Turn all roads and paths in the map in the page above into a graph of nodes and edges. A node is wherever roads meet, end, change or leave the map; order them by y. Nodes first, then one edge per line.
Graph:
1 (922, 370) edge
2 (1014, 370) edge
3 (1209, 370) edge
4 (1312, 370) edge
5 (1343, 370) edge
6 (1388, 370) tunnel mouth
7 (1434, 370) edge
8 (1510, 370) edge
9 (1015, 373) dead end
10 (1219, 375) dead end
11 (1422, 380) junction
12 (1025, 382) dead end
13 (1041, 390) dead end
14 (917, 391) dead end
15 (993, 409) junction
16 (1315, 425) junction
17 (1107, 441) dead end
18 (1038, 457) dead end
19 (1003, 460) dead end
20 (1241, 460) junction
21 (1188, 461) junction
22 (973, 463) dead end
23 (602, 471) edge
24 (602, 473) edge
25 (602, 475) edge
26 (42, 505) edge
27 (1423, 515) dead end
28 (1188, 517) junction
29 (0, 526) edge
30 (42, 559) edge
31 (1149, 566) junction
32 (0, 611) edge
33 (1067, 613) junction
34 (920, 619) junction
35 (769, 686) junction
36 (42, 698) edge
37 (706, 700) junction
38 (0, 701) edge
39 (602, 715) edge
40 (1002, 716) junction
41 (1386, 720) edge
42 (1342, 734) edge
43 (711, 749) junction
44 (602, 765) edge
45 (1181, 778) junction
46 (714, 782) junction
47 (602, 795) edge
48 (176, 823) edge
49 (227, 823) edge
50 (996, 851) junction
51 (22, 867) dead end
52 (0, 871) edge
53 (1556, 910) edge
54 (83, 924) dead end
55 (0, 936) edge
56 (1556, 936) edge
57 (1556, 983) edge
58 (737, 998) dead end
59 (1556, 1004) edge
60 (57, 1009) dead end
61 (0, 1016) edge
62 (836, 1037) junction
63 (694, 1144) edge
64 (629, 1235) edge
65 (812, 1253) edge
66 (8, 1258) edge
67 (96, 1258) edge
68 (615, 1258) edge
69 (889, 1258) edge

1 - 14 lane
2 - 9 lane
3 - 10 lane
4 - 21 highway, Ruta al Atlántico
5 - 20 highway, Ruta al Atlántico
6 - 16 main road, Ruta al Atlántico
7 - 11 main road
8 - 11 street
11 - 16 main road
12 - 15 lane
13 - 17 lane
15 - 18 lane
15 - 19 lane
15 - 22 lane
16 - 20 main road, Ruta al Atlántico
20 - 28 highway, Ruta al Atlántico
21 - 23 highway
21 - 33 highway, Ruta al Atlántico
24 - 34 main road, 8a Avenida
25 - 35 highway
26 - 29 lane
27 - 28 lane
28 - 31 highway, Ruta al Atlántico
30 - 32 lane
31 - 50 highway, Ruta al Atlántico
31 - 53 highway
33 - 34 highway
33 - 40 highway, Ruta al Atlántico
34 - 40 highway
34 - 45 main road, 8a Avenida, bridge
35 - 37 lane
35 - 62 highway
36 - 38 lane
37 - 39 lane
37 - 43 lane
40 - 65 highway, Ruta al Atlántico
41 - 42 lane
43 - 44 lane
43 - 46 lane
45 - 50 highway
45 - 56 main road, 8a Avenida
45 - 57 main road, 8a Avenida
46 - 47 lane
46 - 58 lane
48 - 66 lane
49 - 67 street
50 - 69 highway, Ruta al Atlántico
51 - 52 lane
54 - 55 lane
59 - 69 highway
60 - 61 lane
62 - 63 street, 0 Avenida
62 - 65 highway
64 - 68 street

Exercise aim. Repeat the entries above exactly, leaving nothing out.

Reply.
Turn all roads and paths in the map in the page above into a graph of nodes and edges. A node is wherever roads meet, end, change or leave the map; order them by y. Nodes first, then one edge per line.
Graph:
1 (922, 370) edge
2 (1014, 370) edge
3 (1209, 370) edge
4 (1312, 370) edge
5 (1343, 370) edge
6 (1388, 370) tunnel mouth
7 (1434, 370) edge
8 (1510, 370) edge
9 (1015, 373) dead end
10 (1219, 375) dead end
11 (1422, 380) junction
12 (1025, 382) dead end
13 (1041, 390) dead end
14 (917, 391) dead end
15 (993, 409) junction
16 (1315, 425) junction
17 (1107, 441) dead end
18 (1038, 457) dead end
19 (1003, 460) dead end
20 (1241, 460) junction
21 (1188, 461) junction
22 (973, 463) dead end
23 (602, 471) edge
24 (602, 473) edge
25 (602, 475) edge
26 (42, 505) edge
27 (1423, 515) dead end
28 (1188, 517) junction
29 (0, 526) edge
30 (42, 559) edge
31 (1149, 566) junction
32 (0, 611) edge
33 (1067, 613) junction
34 (920, 619) junction
35 (769, 686) junction
36 (42, 698) edge
37 (706, 700) junction
38 (0, 701) edge
39 (602, 715) edge
40 (1002, 716) junction
41 (1386, 720) edge
42 (1342, 734) edge
43 (711, 749) junction
44 (602, 765) edge
45 (1181, 778) junction
46 (714, 782) junction
47 (602, 795) edge
48 (176, 823) edge
49 (227, 823) edge
50 (996, 851) junction
51 (22, 867) dead end
52 (0, 871) edge
53 (1556, 910) edge
54 (83, 924) dead end
55 (0, 936) edge
56 (1556, 936) edge
57 (1556, 983) edge
58 (737, 998) dead end
59 (1556, 1004) edge
60 (57, 1009) dead end
61 (0, 1016) edge
62 (836, 1037) junction
63 (694, 1144) edge
64 (629, 1235) edge
65 (812, 1253) edge
66 (8, 1258) edge
67 (96, 1258) edge
68 (615, 1258) edge
69 (889, 1258) edge

1 - 14 lane
2 - 9 lane
3 - 10 lane
4 - 21 highway, Ruta al Atlántico
5 - 20 highway, Ruta al Atlántico
6 - 16 main road, Ruta al Atlántico
7 - 11 main road
8 - 11 street
11 - 16 main road
12 - 15 lane
13 - 17 lane
15 - 18 lane
15 - 19 lane
15 - 22 lane
16 - 20 main road, Ruta al Atlántico
20 - 28 highway, Ruta al Atlántico
21 - 23 highway
21 - 33 highway, Ruta al Atlántico
24 - 34 main road, 8a Avenida
25 - 35 highway
26 - 29 lane
27 - 28 lane
28 - 31 highway, Ruta al Atlántico
30 - 32 lane
31 - 50 highway, Ruta al Atlántico
31 - 53 highway
33 - 34 highway
33 - 40 highway, Ruta al Atlántico
34 - 40 highway
34 - 45 main road, 8a Avenida, bridge
35 - 37 lane
35 - 62 highway
36 - 38 lane
37 - 39 lane
37 - 43 lane
40 - 65 highway, Ruta al Atlántico
41 - 42 lane
43 - 44 lane
43 - 46 lane
45 - 50 highway
45 - 56 main road, 8a Avenida
45 - 57 main road, 8a Avenida
46 - 47 lane
46 - 58 lane
48 - 66 lane
49 - 67 street
50 - 69 highway, Ruta al Atlántico
51 - 52 lane
54 - 55 lane
59 - 69 highway
60 - 61 lane
62 - 63 street, 0 Avenida
62 - 65 highway
64 - 68 street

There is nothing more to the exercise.